» **Assigned task**: Keeping every line intact, repeat the data word for word.

==== Records

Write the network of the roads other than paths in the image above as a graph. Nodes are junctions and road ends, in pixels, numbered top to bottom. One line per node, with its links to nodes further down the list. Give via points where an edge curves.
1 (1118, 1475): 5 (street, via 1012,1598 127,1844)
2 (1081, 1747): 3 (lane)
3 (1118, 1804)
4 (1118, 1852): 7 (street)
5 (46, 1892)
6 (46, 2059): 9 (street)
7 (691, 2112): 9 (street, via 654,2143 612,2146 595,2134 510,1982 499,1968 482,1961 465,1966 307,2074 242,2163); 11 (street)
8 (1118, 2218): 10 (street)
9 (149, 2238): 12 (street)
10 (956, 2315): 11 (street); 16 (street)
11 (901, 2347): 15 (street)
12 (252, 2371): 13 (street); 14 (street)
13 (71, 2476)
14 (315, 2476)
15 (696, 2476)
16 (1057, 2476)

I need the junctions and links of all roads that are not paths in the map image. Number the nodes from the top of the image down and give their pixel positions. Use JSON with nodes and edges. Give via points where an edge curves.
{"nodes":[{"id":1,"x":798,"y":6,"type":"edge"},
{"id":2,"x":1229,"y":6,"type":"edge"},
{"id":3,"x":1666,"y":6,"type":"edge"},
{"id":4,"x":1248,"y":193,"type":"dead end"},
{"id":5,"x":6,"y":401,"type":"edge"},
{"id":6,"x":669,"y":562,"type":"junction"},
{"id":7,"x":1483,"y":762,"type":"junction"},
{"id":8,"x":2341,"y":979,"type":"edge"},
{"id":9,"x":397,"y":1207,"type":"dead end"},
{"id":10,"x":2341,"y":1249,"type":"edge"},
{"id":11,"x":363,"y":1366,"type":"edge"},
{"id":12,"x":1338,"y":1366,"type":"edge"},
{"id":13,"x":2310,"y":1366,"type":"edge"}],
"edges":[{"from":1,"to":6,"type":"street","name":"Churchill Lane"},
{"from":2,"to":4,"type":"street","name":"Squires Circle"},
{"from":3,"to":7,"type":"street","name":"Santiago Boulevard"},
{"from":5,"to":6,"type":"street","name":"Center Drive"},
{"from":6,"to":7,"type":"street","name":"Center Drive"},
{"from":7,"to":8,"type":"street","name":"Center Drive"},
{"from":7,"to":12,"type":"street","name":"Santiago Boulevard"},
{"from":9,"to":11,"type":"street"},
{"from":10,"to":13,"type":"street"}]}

========

» **Solution for this exercise**:
Write the network of the roads other than paths in the image above as a graph. Nodes are junctions and road ends, in pixels, numbered top to bottom. One line per node, with its links to nodes further down the list. Give via points where an edge curves.
1 (1118, 1475): 5 (street, via 1012,1598 127,1844)
2 (1081, 1747): 3 (lane)
3 (1118, 1804)
4 (1118, 1852): 7 (street)
5 (46, 1892)
6 (46, 2059): 9 (street)
7 (691, 2112): 9 (street, via 654,2143 612,2146 595,2134 510,1982 499,1968 482,1961 465,1966 307,2074 242,2163); 11 (street)
8 (1118, 2218): 10 (street)
9 (149, 2238): 12 (street)
10 (956, 2315): 11 (street); 16 (street)
11 (901, 2347): 15 (street)
12 (252, 2371): 13 (street); 14 (street)
13 (71, 2476)
14 (315, 2476)
15 (696, 2476)
16 (1057, 2476)

I need the junctions and links of all roads that are not paths in the map image. Number the nodes from the top of the image down and give their pixel positions. Use JSON with nodes and edges. Give via points where an edge curves.
{"nodes":[{"id":1,"x":798,"y":6,"type":"edge"},
{"id":2,"x":1229,"y":6,"type":"edge"},
{"id":3,"x":1666,"y":6,"type":"edge"},
{"id":4,"x":1248,"y":193,"type":"dead end"},
{"id":5,"x":6,"y":401,"type":"edge"},
{"id":6,"x":669,"y":562,"type":"junction"},
{"id":7,"x":1483,"y":762,"type":"junction"},
{"id":8,"x":2341,"y":979,"type":"edge"},
{"id":9,"x":397,"y":1207,"type":"dead end"},
{"id":10,"x":2341,"y":1249,"type":"edge"},
{"id":11,"x":363,"y":1366,"type":"edge"},
{"id":12,"x":1338,"y":1366,"type":"edge"},
{"id":13,"x":2310,"y":1366,"type":"edge"}],
"edges":[{"from":1,"to":6,"type":"street","name":"Churchill Lane"},
{"from":2,"to":4,"type":"street","name":"Squires Circle"},
{"from":3,"to":7,"type":"street","name":"Santiago Boulevard"},
{"from":5,"to":6,"type":"street","name":"Center Drive"},
{"from":6,"to":7,"type":"street","name":"Center Drive"},
{"from":7,"to":8,"type":"street","name":"Center Drive"},
{"from":7,"to":12,"type":"street","name":"Santiago Boulevard"},
{"from":9,"to":11,"type":"street"},
{"from":10,"to":13,"type":"street"}]}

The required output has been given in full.